Integrating Photon Voice with FMOD for Voice Chat: A Custom Implementation
Voice chat is essential for multiplayer experiences, but integrating it properly with a professional audio middleware like FMOD requires careful consideration. In this guide, I'll walk through a custom FMOD integration for Photon Voice that goes beyond the stock implementation, using FMOD Studio Events, DSP callbacks, and proper signal routing to give you complete control over your voice chat audio pipeline.

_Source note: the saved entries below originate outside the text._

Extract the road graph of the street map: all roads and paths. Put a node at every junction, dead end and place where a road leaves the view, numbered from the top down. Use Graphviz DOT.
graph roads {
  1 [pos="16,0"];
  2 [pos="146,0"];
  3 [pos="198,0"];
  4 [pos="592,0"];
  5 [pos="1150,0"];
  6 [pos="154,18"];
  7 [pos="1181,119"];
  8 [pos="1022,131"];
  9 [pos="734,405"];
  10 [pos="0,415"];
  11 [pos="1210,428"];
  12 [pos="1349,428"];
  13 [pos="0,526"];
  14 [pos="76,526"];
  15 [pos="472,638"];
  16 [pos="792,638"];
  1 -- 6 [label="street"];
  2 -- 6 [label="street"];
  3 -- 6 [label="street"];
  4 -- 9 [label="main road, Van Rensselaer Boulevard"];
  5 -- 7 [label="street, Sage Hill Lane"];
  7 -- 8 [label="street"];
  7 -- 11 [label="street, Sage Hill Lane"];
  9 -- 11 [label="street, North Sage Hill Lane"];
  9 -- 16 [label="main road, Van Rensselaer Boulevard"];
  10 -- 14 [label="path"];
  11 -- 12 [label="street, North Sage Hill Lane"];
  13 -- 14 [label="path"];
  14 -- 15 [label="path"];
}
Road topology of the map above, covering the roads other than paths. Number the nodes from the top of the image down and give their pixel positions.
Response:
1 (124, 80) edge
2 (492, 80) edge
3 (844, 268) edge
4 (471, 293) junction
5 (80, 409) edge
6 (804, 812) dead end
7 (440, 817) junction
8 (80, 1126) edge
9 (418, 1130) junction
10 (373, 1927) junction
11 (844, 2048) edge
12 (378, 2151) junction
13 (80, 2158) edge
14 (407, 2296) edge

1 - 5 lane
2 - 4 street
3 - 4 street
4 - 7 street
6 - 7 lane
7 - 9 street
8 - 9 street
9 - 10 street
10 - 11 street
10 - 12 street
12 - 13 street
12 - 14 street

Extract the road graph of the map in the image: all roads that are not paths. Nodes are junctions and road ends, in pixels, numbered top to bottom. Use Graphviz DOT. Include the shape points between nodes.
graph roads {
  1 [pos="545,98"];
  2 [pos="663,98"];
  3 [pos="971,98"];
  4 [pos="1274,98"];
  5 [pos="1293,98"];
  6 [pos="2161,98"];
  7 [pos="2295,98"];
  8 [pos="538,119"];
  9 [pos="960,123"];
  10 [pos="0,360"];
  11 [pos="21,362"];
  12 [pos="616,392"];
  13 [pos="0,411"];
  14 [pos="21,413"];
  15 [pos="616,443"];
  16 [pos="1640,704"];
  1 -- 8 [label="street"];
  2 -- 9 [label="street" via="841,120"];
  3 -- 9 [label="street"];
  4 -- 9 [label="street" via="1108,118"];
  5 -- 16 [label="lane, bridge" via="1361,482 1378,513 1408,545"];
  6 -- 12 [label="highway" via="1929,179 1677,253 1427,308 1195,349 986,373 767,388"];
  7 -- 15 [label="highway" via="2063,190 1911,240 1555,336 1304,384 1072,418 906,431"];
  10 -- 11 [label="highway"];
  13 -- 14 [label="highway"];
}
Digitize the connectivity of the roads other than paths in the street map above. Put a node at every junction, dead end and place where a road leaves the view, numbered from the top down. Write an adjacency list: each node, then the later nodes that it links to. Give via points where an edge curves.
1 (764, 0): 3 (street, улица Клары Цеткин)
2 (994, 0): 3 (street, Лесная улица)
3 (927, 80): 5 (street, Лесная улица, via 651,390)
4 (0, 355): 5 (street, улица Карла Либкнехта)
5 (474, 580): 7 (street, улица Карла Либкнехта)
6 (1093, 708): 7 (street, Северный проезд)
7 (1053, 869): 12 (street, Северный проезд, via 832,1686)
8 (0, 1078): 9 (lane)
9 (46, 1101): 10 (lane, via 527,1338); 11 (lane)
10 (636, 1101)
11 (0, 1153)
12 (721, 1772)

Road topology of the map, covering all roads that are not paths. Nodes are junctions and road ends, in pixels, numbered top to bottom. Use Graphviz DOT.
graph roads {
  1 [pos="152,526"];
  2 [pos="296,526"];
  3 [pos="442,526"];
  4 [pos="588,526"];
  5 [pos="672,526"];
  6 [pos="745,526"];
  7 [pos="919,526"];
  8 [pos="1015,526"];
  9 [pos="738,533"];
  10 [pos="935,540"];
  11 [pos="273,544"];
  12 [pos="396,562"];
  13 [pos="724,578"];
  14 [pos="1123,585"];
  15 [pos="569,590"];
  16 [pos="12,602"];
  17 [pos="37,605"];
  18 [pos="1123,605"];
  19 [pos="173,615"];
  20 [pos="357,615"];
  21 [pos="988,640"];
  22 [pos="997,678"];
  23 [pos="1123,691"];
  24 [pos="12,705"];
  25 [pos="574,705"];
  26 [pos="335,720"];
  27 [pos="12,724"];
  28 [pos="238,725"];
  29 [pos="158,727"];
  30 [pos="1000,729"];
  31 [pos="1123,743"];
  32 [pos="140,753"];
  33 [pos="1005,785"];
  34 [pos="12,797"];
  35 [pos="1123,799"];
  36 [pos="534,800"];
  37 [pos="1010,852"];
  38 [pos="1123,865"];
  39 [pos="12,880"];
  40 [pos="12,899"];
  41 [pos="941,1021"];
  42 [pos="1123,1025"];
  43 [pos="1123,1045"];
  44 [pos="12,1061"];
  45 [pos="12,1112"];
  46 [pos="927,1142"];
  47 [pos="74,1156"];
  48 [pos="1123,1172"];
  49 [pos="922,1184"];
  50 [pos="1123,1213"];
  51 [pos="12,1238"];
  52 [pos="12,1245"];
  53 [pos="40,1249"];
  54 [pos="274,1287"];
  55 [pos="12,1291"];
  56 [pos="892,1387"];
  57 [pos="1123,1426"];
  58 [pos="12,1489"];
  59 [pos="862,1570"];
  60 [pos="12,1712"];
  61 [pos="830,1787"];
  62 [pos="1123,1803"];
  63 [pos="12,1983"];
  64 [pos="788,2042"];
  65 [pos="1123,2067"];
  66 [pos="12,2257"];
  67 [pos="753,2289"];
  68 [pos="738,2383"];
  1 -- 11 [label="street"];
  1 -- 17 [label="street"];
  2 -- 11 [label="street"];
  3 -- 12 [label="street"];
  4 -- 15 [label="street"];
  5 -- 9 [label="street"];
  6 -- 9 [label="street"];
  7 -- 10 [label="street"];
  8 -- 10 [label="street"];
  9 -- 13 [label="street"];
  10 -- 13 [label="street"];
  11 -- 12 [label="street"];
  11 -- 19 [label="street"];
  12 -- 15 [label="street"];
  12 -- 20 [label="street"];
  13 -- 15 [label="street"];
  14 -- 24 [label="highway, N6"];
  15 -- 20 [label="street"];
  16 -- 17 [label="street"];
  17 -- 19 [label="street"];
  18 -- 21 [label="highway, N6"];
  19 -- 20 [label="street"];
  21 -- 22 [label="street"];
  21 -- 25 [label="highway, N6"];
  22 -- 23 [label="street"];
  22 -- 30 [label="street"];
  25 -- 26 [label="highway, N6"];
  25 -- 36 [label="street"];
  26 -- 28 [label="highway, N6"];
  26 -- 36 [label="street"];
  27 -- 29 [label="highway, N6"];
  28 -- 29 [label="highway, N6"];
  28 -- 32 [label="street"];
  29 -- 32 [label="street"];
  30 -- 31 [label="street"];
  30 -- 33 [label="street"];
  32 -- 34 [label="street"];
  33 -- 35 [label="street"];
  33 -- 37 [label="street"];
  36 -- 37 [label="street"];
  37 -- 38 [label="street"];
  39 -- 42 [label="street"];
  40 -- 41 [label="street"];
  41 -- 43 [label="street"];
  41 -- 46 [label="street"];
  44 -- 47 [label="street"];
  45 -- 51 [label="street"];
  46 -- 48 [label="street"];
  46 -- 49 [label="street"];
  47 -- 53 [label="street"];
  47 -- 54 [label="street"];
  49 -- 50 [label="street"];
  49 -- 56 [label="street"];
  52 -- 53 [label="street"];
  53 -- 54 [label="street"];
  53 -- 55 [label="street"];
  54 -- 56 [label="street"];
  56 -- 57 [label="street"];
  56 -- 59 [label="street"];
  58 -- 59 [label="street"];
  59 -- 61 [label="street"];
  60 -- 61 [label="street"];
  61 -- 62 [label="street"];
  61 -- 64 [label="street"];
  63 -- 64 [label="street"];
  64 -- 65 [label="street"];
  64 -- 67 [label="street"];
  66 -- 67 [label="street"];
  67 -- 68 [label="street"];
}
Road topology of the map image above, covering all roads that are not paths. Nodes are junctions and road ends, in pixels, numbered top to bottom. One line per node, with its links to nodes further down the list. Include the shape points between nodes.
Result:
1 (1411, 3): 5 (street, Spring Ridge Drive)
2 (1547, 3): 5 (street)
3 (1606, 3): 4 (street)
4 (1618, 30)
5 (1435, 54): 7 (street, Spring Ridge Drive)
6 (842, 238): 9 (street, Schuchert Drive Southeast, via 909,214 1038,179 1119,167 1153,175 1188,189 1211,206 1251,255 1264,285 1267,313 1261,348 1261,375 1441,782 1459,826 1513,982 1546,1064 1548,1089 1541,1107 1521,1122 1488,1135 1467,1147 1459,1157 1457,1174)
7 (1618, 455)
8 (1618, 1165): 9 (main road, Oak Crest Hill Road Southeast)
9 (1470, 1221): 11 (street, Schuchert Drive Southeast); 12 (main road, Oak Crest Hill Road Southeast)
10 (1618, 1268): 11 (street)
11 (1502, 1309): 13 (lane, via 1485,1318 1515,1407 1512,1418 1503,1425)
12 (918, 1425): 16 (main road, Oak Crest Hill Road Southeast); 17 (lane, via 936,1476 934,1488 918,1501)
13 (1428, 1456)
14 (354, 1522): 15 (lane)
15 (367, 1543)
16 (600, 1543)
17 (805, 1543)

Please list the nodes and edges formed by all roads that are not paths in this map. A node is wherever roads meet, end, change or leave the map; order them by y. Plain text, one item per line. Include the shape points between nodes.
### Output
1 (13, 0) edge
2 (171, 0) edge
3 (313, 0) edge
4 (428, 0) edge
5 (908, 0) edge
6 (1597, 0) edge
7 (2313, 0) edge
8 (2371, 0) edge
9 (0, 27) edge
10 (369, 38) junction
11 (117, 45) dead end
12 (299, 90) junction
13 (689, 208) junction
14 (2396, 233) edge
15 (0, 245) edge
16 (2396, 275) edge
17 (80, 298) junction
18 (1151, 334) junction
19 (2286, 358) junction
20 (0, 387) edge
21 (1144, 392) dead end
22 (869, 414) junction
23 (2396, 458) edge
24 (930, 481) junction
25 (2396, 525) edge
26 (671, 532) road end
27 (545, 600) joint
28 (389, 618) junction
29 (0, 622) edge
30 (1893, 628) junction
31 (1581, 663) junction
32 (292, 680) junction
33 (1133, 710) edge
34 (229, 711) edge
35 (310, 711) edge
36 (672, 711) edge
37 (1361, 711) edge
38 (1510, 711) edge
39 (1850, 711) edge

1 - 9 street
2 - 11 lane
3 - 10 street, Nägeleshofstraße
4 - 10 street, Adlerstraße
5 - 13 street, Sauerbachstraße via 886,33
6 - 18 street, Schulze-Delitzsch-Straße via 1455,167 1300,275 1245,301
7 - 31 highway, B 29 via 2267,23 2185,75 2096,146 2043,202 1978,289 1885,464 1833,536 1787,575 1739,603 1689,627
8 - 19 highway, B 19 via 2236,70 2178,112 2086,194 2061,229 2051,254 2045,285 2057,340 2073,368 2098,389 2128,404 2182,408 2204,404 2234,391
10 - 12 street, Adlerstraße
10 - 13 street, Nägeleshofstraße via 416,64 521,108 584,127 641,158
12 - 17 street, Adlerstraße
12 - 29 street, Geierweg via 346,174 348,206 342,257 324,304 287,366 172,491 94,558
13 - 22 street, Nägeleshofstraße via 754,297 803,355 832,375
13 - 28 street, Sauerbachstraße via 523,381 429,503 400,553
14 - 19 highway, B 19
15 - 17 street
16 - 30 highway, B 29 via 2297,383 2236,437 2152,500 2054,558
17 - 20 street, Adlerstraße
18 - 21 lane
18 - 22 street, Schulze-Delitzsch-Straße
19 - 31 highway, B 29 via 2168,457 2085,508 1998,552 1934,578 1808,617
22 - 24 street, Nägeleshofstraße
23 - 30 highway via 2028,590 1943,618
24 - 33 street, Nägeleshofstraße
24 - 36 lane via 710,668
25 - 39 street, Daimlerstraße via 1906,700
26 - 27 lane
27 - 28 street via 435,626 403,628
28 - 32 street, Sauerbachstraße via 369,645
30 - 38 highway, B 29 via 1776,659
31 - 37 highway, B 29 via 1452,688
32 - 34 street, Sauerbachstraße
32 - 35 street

**Note:** This article describes a custom implementation that extends Photon Voice's FMOD integration with event-based architecture, configurable buffers, and spatial audio support. The source code is not publicly available, but feel free to reach out if you're implementing something similar and get stuck - I'm happy to help!
Dara (dara@SkywardSonicStudios.com)
Why Build a Custom FMOD Integration?
While Photon Voice includes basic FMOD support, a custom implementation provides significant advantages:
Unity audio engine can be disabled - Improved performance and reliability by going fully FMOD
Event-based architecture - Use FMOD Studio Events instead of raw Sound objects for better mixer integration
Real-time DSP processing - Process audio on the DSP thread before transmission
Configurable buffers - Dynamic jitter buffer and ring buffer sizing
Spatial audio support - Full 3D positioning for voice chat
Professional signal routing - Complete control through FMOD's mixer with effects, sends, and returns
Robust error handling - Production-ready defensive programming patterns
The Architecture
The custom integration uses three main components:
Key Components
FMODMicrophoneEventReader - Custom event-based microphone capture with DSP callbacks
FMODRecorderSetup - Photon Recorder setup with factory pattern for device selection
FMODSpeaker - Enhanced speaker with spatial audio and configurable jitter buffers
Why Event-Based Instead of Raw Sounds?
The stock Photon FMOD integration uses raw FMOD Sound objects. This custom implementation uses FMOD Studio Events with Programmer Instruments, which provides:
Full mixer integration - Events flow through your mixer hierarchy
Real-time processing - Apply effects within the event before broadcast
DSP callback access - Process audio on FMOD's DSP thread
Better debugging - See audio flow in FMOD Studio profiler
Unity Setup
Microphone (Recorder)
Add these components to your voice recorder GameObject:
Recorder (Photon Voice)
FMODRecorderSetup (Custom)
The custom FMODRecorderSetup uses a factory pattern to create the event-based reader:
[RequireComponent(typeof(Recorder))]
public class FMODRecorderSetup : VoiceComponent
{
[Tooltip("The FMOD event to use for recording.")]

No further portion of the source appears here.